Notas de Prensa

María Luisa Carcedo insta a no bajar la guardia en la prevención frente al VIH e Infecciones de Transmisión Sexual

  • IX Congreso Nacional sobre el Sida e ITS
  • Cada año se producen en nuestro país cerca de 3.400 nuevos diagnósticos de VIH y más del 29% de ellos se producen en personas menores de 30 años
  • Los jóvenes son también el grupo de mayor riesgo en relación con las Infecciones de Transmisión Sexual (ITS)
  • La ministra reitera el compromiso del Gobierno con la eliminación de todas las barreras para la prevención y tratamiento del VIH, plasmado en el Pacto Social por la No Discriminación y la Igualdad de Trato Asociada al VIH

Alicante, 3 de abril de 2019.- La ministra de Sanidad, Consumo y Bienestar Social, María Luisa Carcedo, ha instado a administraciones públicas, profesionales y sociedad civil involucrados en la respuesta a la infección por el VIH a “no bajar la guardia”.

Cada año se producen en nuestro país cerca de 3.400 nuevos diagnósticos del VIH y más del 29% de los nuevos diagnósticos se producen en personas menores de 30 años.

Los jóvenes son también el grupo más afectado por las Infecciones de Transmisión Sexual (ITS). En 2016 las tasas de infección gonocócica más elevadas se produjeron en el grupo de 20 a 24 años; las tasas de sífilis más altas afectaron al grupo de edad de 25 a 34 años; y el 53% de los casos de infección por Chlamydia trachomatis se produjo en mujeres de entre 25 y 34 años.

Son datos que ponen de manifiesto por qué es tan necesaria una adecuada educación sexual”, ha asegurado la ministra en su intervención en el XIX Congreso Nacional sobre el Sida e Infecciones de Transmisión Sexual que se celebra en Alicante.

La población joven y adolescente, ha señalado María Luisa Carcedo, “continúa siendo un grupo clave en términos de vulnerabilidad pero también tiene el potencial para cambiar las actitudes y los comportamientos que son la base no solo de la infección por el VIH sino también de las Infecciones de Transmisión Sexual”.

La ministra ha recordado que la Ley Orgánica 2/2010, de 3 de marzo, de Salud Sexual y Reproductiva y de la Interrupción Voluntaria del Embarazo, insta a que los poderes públicos en el desarrollo de sus políticas sanitarias, educativas y sociales, garanticen la información y la educación afectivo-sexual y reproductiva en los contenidos formales del sistema educativo.

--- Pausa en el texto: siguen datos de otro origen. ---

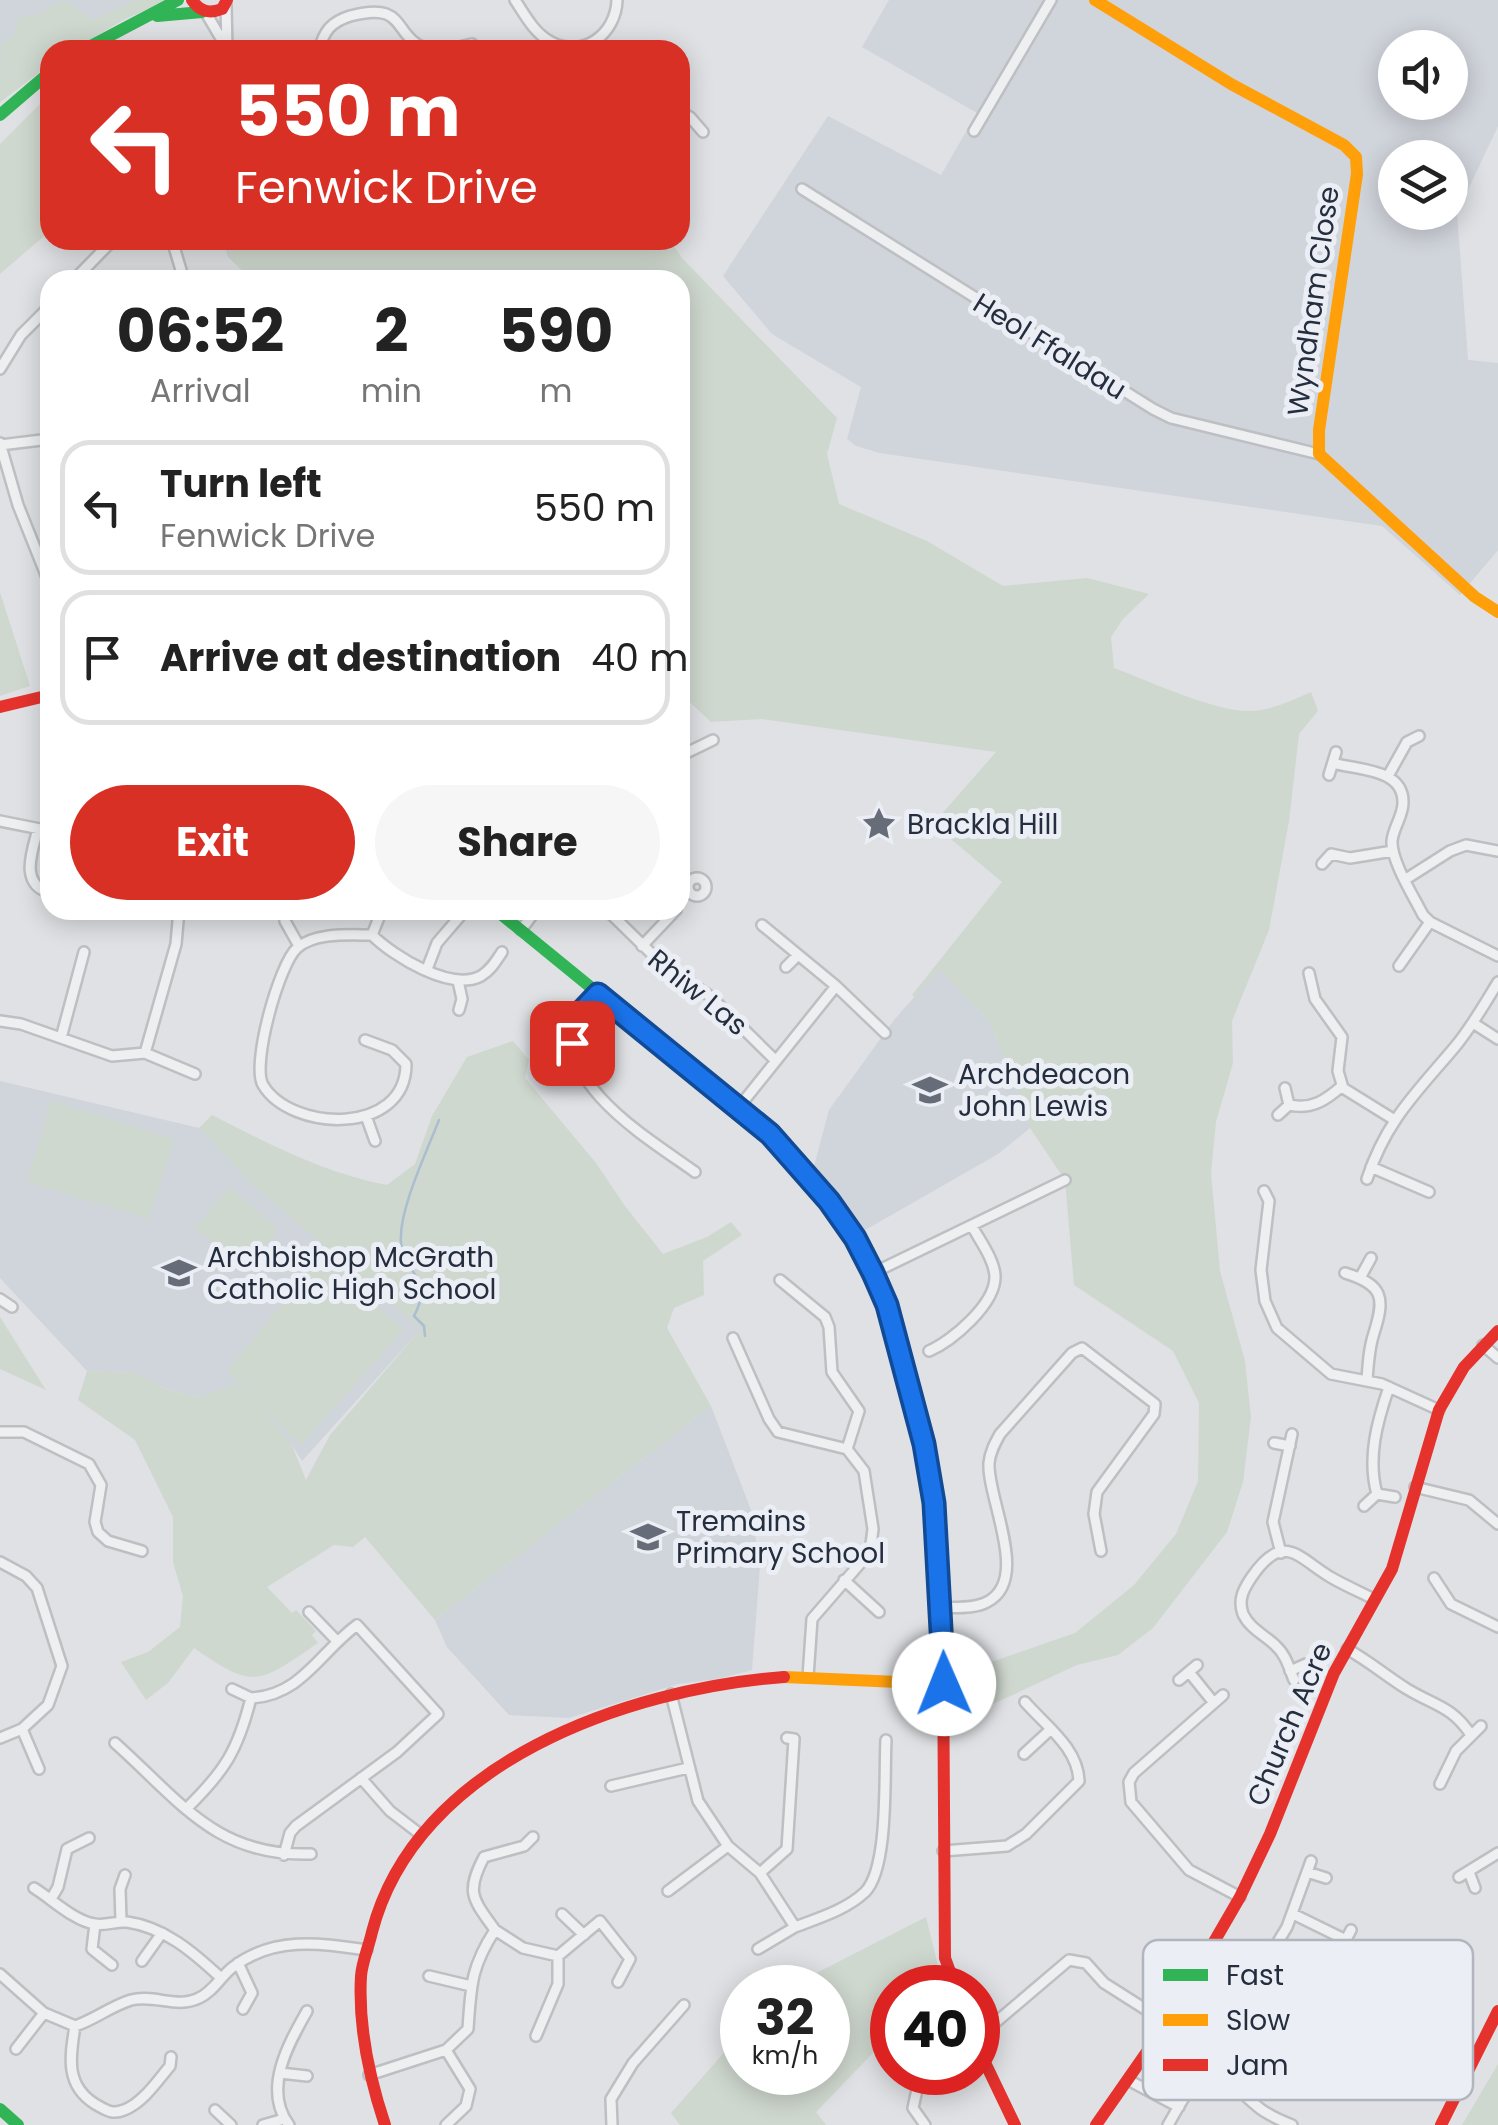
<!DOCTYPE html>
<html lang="en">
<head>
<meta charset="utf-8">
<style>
	:root { --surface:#fff; --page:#f6f6f6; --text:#222; --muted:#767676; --line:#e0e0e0; --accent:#d93025 }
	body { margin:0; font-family:Poppins,sans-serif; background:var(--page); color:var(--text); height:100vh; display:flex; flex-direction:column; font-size:38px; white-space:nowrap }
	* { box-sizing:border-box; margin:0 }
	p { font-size:32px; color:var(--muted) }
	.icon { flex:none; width:55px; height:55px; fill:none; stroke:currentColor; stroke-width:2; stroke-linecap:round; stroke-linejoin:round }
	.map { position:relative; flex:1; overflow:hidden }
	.sheet { position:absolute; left:40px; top:270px; width:650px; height:650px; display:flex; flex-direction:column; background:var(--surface); border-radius:30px; box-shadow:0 5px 25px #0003 }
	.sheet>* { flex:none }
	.hud { position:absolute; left:40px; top:40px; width:650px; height:210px; border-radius:30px; box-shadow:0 5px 25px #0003; background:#d93025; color:#fff; overflow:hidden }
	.buttons { position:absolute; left:1378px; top:30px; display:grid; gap:20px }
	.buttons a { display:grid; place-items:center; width:90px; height:90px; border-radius:50%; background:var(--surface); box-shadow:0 5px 25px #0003; font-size:50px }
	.speed { position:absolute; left:720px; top:1965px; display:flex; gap:20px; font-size:50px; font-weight:700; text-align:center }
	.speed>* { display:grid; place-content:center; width:130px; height:130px; border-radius:50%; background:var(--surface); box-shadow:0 5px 25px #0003; line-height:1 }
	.speed small { font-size:25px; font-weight:400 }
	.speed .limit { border:15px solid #d22; background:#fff; color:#111 }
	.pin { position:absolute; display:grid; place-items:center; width:85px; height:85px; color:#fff; margin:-42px; border-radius:20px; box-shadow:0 5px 15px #0006 }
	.me { position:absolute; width:110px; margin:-55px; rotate:359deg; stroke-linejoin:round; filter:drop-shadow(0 0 8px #0008) }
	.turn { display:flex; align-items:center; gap:35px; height:210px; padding:0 30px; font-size:45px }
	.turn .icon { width:130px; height:130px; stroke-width:2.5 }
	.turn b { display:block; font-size:70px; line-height:85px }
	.eta { display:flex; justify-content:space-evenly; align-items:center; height:170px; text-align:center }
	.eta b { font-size:60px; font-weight:700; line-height:70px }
	.action { display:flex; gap:20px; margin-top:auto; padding:20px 30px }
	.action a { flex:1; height:115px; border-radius:60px; background:var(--accent); color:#fff; font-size:40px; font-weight:700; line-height:115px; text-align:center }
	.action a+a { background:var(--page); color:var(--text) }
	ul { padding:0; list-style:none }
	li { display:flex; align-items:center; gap:30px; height:135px; margin:0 20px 15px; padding:0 10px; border:5px solid var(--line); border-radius:30px }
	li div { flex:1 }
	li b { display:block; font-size:38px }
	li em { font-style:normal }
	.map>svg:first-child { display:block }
	.built { fill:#d0d4db; fill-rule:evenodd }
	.green { fill:#cfd8cf }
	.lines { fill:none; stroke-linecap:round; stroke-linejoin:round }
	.stream { stroke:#abbed1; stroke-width:2.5 }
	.street-casing { stroke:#bdbfc2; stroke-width:14 }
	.street { stroke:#eeeff1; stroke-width:9 }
	.fast { stroke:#30b455; stroke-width:12 }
	.slow { stroke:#ff9f0a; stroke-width:12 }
	.jam { stroke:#e5322d; stroke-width:12 }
	.route-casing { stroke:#114b97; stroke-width:25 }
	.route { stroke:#1a73e8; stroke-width:18 }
	.labels { text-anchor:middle; stroke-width:10; stroke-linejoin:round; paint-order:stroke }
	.street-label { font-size:28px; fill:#252e3e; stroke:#ebeff5 }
	.poi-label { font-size:28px; fill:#252e3e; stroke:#ebeff5; text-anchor:start }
	.key { fill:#ebeff5; stroke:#b0b5be; stroke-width:2.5 }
	.key-label { font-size:28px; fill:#252e3e }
</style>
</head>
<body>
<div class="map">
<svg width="1498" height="2125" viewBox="0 0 1498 2125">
	<rect width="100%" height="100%" fill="#dfe1e4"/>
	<!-- built -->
	<path class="built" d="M0,0H169L125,19L71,50H50V64L0,102Z
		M889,0H1498V126L1457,213L1468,360L1498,363V550L1460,595L1382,526L880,453L856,446L847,439L861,387L772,334L723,276L828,116L941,175L977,113L862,47ZM1395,48H1450V102H1395ZM1395,158H1450V212H1395Z
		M939,969L987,1019L1011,1070L1030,1128L998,1154L860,1233L813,1170L829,1110L894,1020Z
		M0,1081L199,1128L253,1185L422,1328L302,1461L292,1445L199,1397L165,1389L136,1373L87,1371L0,1278Z
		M711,1406L751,1510L760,1565L752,1670L718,1679L678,1684L569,1718L509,1715L447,1647L435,1620Z"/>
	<!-- green -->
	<path class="green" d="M63,0L94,20L134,0H169L125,19L71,50H50V64L0,102L1,44L16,32L17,18L38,14Z
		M50,94V231L0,274V144Z
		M223,240H670L682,258L837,418L827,454L839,504L927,541L1003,586L1087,578L1149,594L1123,619L1111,637L1114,668C1149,681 1215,712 1250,711C1272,710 1291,701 1311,692L1318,711L1299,734L1289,821L1269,930L1232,1021L1233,1063L1216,1122L1211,1173L1220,1271L1245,1361L1251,1417L1243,1482L1227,1532L1153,1628L1118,1655L1077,1665L993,1704L974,1668L1075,1633L1134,1585L1176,1534L1198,1481L1199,1403L1173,1351L1074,1285L1065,1180L1030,1128L1011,1070L987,1019L939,969L915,997L912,995L1002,882L933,824L996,752L762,719L711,722L680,693V280H252L228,257Z
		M0,592L30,686L0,696Z
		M513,1041L529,1060L525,1078L596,1163L625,1206L663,1254L707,1237L731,1222L742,1235L703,1261L704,1295L674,1308L667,1328L711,1406L435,1620L365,1537L353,1547L334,1545L267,1587L292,1613L296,1610L316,1631L312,1635L318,1643C259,1683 255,1691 194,1648L168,1683L146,1700L121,1662L148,1652L180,1627L183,1596L173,1562V1517L135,1440L78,1400L87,1371L136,1373L165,1389L199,1397L237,1384L253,1399L227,1370L321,1257L404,1330L301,1445L262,1408L292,1445L306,1480L330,1435L421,1329L253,1185L199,1128L212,1115C269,1144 324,1173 387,1185L415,1164L432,1116L467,1057Z
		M51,1101L174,1139L149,1219L27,1182Z
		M230,1187L279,1230L244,1270L195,1228Z
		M0,1317L46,1390L0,1369Z
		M926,1917L942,1982L936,1987L892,1988V2033L816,2112L826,2125H680L671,2113L742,2032V2072H828V1988L789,1987Z
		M1498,2064V2125H1462Z"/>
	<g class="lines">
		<!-- stream -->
		<path class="stream" d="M425,1336L424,1326L414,1316C435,1276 405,1277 401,1243C398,1211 427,1151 439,1120"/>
		<!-- street casing -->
		<g class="street-casing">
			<path id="street" d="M515,0C525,15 534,33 551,42C583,59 616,34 617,0
				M226,5L227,50
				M206,13L226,47
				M319,50C324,31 331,22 350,16C410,0 390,38 430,50
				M446,50L472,44
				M680,112L690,117L703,132
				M974,131L1051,0
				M802,189L1153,409L1171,418L1319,454
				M172,240L184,280
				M74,280L113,240
				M0,369L21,335L50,306
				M0,443L18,505L50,585
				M0,445L50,439
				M680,756L713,740
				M1333,763C1356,770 1404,768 1403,803C1403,816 1393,828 1392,841C1391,861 1414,897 1423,915L1430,922L1498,956
				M1329,775L1336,752
				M1388,776L1407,742L1419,736
				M0,821L50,831
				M38,829C32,852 19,884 50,893
				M1322,864L1331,854L1350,858L1393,851
				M688 887a9 9 0 1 1 18 0a9 9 0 1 1-18 0Z
				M1406,879L1450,851L1466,845L1498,851
				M179,910L176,944L145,1053L195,1074
				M284,910L285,921L299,946
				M612,915L657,959L711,997L776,1061
				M762,925L836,986L885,1033
				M521,930L536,910
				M372,935C393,956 451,992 481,976C491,970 496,961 502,952
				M642,946L676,910
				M1399,966L1430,922
				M786,967L798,955
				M427,969L437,943L461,915
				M1309,973L1315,999L1342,1037L1338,1071L1343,1088L1393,1119
				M458,981L462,999L459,1010
				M598,994C592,1001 582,1009 578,1017C550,1082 651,1140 695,1172
				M0,1021L21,1024L112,1056L145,1053
				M1473,1023L1498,1039
				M61,1038L84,952
				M365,1040L392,1050L406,1064C406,1136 291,1132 263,1085C251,1065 279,964 297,948C315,932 349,935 372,935L382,910
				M1285,1088L1289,1105
				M739,1107L836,986
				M1278,1115L1289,1105C1312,1110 1326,1100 1342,1086
				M366,1116L375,1141
				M1371,1167L1429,1192
				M1367,1179C1386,1121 1416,1093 1454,1048C1471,1028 1484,1005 1498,982
				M1264,1191L1269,1201L1261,1270L1265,1301L1277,1328L1331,1374L1382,1384L1439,1410
				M873,1273L1065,1180
				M1345,1273C1384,1285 1385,1298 1374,1333C1369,1348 1368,1364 1367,1381
				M1360,1278L1371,1258
				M780,1280L825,1317L829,1327L832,1372L859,1411L847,1449
				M0,1299L12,1307
				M733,1338L769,1419L778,1432L847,1449L864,1471L873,1529L870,1552L812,1619L808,1677
				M1483,1345L1498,1358
				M929,1351C952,1341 996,1304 995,1276C994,1259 980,1241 972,1226
				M0,1432H24L89,1464L101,1485L95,1522L98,1532L108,1541L142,1551
				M1274,1443L1290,1446
				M1415,1487L1469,1500L1498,1524
				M1377,1494C1367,1458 1377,1422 1389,1387
				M1364,1506L1377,1494L1395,1497
				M1281,1553L1273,1522L1292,1434
				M0,1562L26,1576L37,1588L62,1666L48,1705L22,1729L0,1738
				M1434,1578L1451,1604L1498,1627
				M844,1580L879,1612
				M941,1608C955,1607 974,1609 987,1602C1031,1580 987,1499 989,1463C990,1452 995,1443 1000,1434L1072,1353L1082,1348L1155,1404L1154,1414L1097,1492L1094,1514L1101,1551
				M309,1612L336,1640
				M1347,1649C1369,1661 1386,1676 1407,1689C1435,1706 1452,1706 1471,1735
				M1290,1671L1306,1664
				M1189,1672L1214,1703
				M1179,1680L1197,1665
				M1294,1680C1289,1668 1286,1655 1276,1646C1265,1635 1250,1629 1243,1614C1238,1600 1243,1590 1251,1578C1284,1529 1299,1559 1332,1578C1346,1586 1360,1592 1374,1599
				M232,1689L251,1698
				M671,1694L698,1801L728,1846L760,1873L795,1927C819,1918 846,1910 865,1892C889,1868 884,1775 886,1740
				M1223,1695L1134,1773L1129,1782L1131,1802L1189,1870L1240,1897
				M22,1729L39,1769
				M115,1743C180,1801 216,1857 311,1854
				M1024,1754L1050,1730
				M361,1778L390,1811L420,1834
				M1440,1784L1456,1751L1481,1726
				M611,1786L688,1768
				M186,1809C225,1771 238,1750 251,1698C302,1695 319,1653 357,1625L438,1714L397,1752L296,1826L290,1833L284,1855
				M943,1851L1007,1846L1026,1834L1079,1781C1078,1748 1046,1726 1025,1702
				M1307,1872L1326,1878
				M1469,1872L1475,1888
				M760,1873L787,1849L794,1739L787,1738
				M1459,1877L1498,1853
				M34,1888C52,1899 74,1921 95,1924C105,1926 116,1921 127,1922C164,1927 193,1952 220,1977
				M668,1891L728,1846
				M51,1899L58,1887L67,1849L89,1838
				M562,1914L584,1935
				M1293,1914L1346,1940
				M121,1921L120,1889L125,1875
				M95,1924L92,1949L112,1965
				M495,1930C473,1899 465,1893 484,1857L524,1846L533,1837
				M758,1949L795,1927
				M1340,1951L1351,1930
				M142,1961L162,1933
				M238,1963L252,1993L243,2009
				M1201,1967L1277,2009L1307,2019L1345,2046L1360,2048L1379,2037L1413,1977
				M0,1974L44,2013L75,2026C70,2057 65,2085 95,2104C106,2110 112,2115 124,2110C143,2103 158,2080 170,2066L171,2057
				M429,1976L471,1986
				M1247,1993L1287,1927L1311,1861
				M75,2026C94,2020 111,2006 131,2000C154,1994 177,2009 199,1998C213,1992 221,1976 233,1967C274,1936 319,1943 367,1950
				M989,2028L1069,1960L1086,1963L1104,1983L1167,2023
				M536,2036L558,1984V1956
				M16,2049L44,2013
				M446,2050L470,2089L466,2106L446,2125
				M280,2073L307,2076
				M369,2075L446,2050L468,2029C471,1985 471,1967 495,1930L523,1948L558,1956L600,1921L630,1959L618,1982
				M1130,2081L1179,2107
				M215,2110L231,2125
				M263,2125L284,2119
				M289,2125C262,2089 289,2043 307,2011
				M612,2125L611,2099L633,2063L684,2005
				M925,2125L913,2108L918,2085L932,2072
				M1168,2125C1176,2112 1184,2095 1194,2083C1217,2059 1244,2098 1262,2110C1271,2116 1282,2121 1292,2125"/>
		</g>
		<!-- street -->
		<use href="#street" class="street"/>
		<!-- fast -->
		<path class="fast" d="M157,16L202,12
			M83,50L178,0
			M0,115L50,72
			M496,910L740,1109L812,1181L865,1262L902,1353L921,1433
			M0,2109L18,2125"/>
		<!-- slow -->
		<path class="slow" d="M1095,0L1231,84L1344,145L1356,157L1357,174L1319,430V454L1475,597L1498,612
			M784,1677L944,1684"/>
		<!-- jam -->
		<path class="jam" d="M192,0C200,12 209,14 222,9L227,0
			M0,707L50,695
			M921,1433L938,1553L943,1657L945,1958L956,1988
			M978,2048L1015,2125
			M385,2125C369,2077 358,2028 361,1976C362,1962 369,1946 372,1932C416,1762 627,1689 784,1677
			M1096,2125L1167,2023L1240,1897L1270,1834L1334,1673L1392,1569L1439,1410L1464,1367L1498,1331
			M1441,2125L1498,2011"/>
	</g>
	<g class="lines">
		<!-- route casing -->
		<g class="route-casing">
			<path id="route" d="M572,1043L578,1015L598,994L770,1134L829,1201L855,1238L873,1273L887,1305L924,1444L934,1503L944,1684"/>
		</g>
		<!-- route -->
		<use href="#route" class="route"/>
	</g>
	<!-- icons -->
	<defs>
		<g id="sight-bare" transform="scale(2.7)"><path d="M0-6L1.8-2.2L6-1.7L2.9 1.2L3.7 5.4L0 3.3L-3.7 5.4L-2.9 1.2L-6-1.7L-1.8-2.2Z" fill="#666d78" stroke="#ebeff5" stroke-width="2.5" paint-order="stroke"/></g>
		<g id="school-bare" transform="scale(2.7)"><path d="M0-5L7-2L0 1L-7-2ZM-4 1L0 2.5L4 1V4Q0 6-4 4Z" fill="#666d78" stroke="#ebeff5" stroke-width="2.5" paint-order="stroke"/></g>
	</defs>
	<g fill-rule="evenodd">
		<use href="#sight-bare" x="879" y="824"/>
		<use href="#school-bare" x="930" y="1090"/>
		<use href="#school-bare" x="179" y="1273"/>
		<use href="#school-bare" x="648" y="1537"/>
	</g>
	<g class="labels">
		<!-- street labels -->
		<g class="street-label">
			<text transform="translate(1313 301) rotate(-82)" y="10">Wyndham Close</text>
			<text transform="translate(1050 346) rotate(32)" y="10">Heol Ffaldau</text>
			<text transform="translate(698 992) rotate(39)" y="10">Rhiw Las</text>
			<text transform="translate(1289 1724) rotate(-67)" y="10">Church Acre</text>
		</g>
		<!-- poi labels -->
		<g class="poi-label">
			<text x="907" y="834">Brackla Hill</text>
			<text x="958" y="1084">Archdeacon<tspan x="958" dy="32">John Lewis</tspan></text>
			<text x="207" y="1267">Archbishop McGrath<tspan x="207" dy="32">Catholic High School</tspan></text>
			<text x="676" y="1531">Tremains<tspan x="676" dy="32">Primary School</tspan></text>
		</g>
	</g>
	<!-- legend -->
	<rect x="1143" y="1940" width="330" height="160" rx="15" class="key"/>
	<rect x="1163" y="1969" width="45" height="12" fill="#30b455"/>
	<rect x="1163" y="2014" width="45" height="12" fill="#ff9f0a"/>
	<rect x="1163" y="2059" width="45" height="12" fill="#e5322d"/>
	<g class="key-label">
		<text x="1226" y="1985">Fast</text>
		<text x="1226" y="2030">Slow</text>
		<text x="1226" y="2075">Jam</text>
	</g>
</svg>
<div class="buttons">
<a><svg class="icon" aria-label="sound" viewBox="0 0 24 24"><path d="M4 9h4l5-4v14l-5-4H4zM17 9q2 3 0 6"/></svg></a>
<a><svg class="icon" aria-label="layers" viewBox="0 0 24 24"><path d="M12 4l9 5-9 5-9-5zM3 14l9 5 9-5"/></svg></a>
</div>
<div class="speed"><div>32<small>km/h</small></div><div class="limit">40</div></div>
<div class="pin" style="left:572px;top:1043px;background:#d93025"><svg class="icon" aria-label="arrive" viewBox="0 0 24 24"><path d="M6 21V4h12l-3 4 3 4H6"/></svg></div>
<svg class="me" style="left:944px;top:1684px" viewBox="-20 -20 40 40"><circle r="19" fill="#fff"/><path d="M0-13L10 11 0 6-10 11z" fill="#1a73e8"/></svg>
<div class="hud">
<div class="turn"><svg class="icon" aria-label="left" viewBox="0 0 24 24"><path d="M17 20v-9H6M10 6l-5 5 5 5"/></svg><div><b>550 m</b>Fenwick Drive</div></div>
</div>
<section class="sheet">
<div class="eta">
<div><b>06:52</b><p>Arrival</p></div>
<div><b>2</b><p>min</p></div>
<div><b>590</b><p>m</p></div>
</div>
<ul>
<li><svg class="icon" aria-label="left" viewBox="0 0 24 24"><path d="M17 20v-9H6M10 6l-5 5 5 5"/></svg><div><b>Turn left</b><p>Fenwick Drive</p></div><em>550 m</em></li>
<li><svg class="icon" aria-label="arrive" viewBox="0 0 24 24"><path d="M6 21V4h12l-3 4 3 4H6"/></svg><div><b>Arrive at destination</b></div><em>40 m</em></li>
</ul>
<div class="action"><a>Exit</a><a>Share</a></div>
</section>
</div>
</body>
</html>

No se trata de regresar al pánico como opción”, ha trasladado María Luisa Carcedo. “Se trata de concienciar de que la prevención sigue tan vigente como cuando hace casi 40 años se detectó el primer caso”.

La ministra ha abogado por “la necesaria revitalización” de la Estrategia de Salud Sexual que el Consejo Territorial del Sistema Nacional de Salud aprobó en 2010 “y que está impulsando el Ministerio de Sanidad, Consumo y Bienestar Social”.

Durante su intervención, la ministra ha reiterado el compromiso del Gobierno con la eliminación del estigma y la discriminación “y construir esos entornos que favorezcan la igualdad de trato y de oportunidades de todas las personas”.

Un compromiso que ya quedó plasmado en el Pacto Social por la No Discriminación y la Igualdad de Trato Asociada al VIH, presentado el pasado 27 de noviembre por la ministra Carcedo y el ministro de Interior, Fernando Grande Marlaska.

Precisamente, horas antes de su intervención en el XIX Congreso Nacional sobre el Sida e ITS tuvo lugar la primera reunión del Comité de desarrollo y seguimiento del Pacto Social. “Ello pone de manifiesto la prioridad que le hemos dado y el compromiso para la acción del conjunto de personas que lo han venido impulsando desde hace años”.

La ministra ha mencionado el lema del Congreso, “Más allá del VIH, construyendo futuro” para situarse ante “un horizonte de acción”. “Una acción para mejorar la calidad de vida de las personas que viven con VIH y asegurar el ejercicio de sus derechos combatiendo la discriminación y actuando para una igualdad efectiva de trato en nuestra sociedad”.

María Luisa Carcedo ha apelado a la “necesidad de coordinación” entre administraciones públicas, la academia y la investigación, profesionales de la salud y otras disciplinas involucrados en la respuesta a la infección por el VIH y el sida, “y por supuesto, con las personas que conviven con la infección, los agentes sociales y la sociedad civil”.